TASK REQUIREMENTS :: Transcribe every record exactly.

GIVEN DATA ::

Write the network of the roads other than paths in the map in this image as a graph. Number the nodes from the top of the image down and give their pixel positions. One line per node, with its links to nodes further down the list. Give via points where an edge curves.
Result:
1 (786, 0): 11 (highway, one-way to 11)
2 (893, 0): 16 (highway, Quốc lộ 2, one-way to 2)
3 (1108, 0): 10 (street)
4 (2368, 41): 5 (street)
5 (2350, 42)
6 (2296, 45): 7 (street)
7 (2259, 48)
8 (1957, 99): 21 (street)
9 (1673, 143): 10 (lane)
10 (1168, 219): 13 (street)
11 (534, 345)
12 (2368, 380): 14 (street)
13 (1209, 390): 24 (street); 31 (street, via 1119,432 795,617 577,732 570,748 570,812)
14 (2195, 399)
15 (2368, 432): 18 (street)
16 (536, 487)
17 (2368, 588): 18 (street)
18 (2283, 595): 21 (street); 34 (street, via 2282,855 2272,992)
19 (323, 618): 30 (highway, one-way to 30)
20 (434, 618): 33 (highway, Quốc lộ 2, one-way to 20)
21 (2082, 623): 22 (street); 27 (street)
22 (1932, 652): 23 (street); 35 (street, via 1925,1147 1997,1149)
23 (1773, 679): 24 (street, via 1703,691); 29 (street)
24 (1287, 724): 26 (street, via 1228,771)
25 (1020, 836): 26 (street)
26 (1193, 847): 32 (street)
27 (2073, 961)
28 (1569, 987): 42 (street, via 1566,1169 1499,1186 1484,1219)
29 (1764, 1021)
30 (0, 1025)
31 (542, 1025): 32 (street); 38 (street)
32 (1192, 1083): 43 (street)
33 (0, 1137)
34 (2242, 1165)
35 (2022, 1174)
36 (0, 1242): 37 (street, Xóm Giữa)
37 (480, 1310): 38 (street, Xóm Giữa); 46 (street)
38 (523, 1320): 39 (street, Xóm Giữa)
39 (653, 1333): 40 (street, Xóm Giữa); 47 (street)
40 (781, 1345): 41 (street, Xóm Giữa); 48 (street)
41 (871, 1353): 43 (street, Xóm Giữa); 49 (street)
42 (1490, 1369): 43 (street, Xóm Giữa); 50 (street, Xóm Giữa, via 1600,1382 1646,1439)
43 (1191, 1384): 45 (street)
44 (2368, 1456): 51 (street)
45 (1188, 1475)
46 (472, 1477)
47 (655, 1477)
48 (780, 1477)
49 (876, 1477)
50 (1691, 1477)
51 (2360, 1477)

SOLUTION FOR THIS PROBLEM ::
Write the network of the roads other than paths in the map in this image as a graph. Number the nodes from the top of the image down and give their pixel positions. One line per node, with its links to nodes further down the list. Give via points where an edge curves.
Result:
1 (786, 0): 11 (highway, one-way to 11)
2 (893, 0): 16 (highway, Quốc lộ 2, one-way to 2)
3 (1108, 0): 10 (street)
4 (2368, 41): 5 (street)
5 (2350, 42)
6 (2296, 45): 7 (street)
7 (2259, 48)
8 (1957, 99): 21 (street)
9 (1673, 143): 10 (lane)
10 (1168, 219): 13 (street)
11 (534, 345)
12 (2368, 380): 14 (street)
13 (1209, 390): 24 (street); 31 (street, via 1119,432 795,617 577,732 570,748 570,812)
14 (2195, 399)
15 (2368, 432): 18 (street)
16 (536, 487)
17 (2368, 588): 18 (street)
18 (2283, 595): 21 (street); 34 (street, via 2282,855 2272,992)
19 (323, 618): 30 (highway, one-way to 30)
20 (434, 618): 33 (highway, Quốc lộ 2, one-way to 20)
21 (2082, 623): 22 (street); 27 (street)
22 (1932, 652): 23 (street); 35 (street, via 1925,1147 1997,1149)
23 (1773, 679): 24 (street, via 1703,691); 29 (street)
24 (1287, 724): 26 (street, via 1228,771)
25 (1020, 836): 26 (street)
26 (1193, 847): 32 (street)
27 (2073, 961)
28 (1569, 987): 42 (street, via 1566,1169 1499,1186 1484,1219)
29 (1764, 1021)
30 (0, 1025)
31 (542, 1025): 32 (street); 38 (street)
32 (1192, 1083): 43 (street)
33 (0, 1137)
34 (2242, 1165)
35 (2022, 1174)
36 (0, 1242): 37 (street, Xóm Giữa)
37 (480, 1310): 38 (street, Xóm Giữa); 46 (street)
38 (523, 1320): 39 (street, Xóm Giữa)
39 (653, 1333): 40 (street, Xóm Giữa); 47 (street)
40 (781, 1345): 41 (street, Xóm Giữa); 48 (street)
41 (871, 1353): 43 (street, Xóm Giữa); 49 (street)
42 (1490, 1369): 43 (street, Xóm Giữa); 50 (street, Xóm Giữa, via 1600,1382 1646,1439)
43 (1191, 1384): 45 (street)
44 (2368, 1456): 51 (street)
45 (1188, 1475)
46 (472, 1477)
47 (655, 1477)
48 (780, 1477)
49 (876, 1477)
50 (1691, 1477)
51 (2360, 1477)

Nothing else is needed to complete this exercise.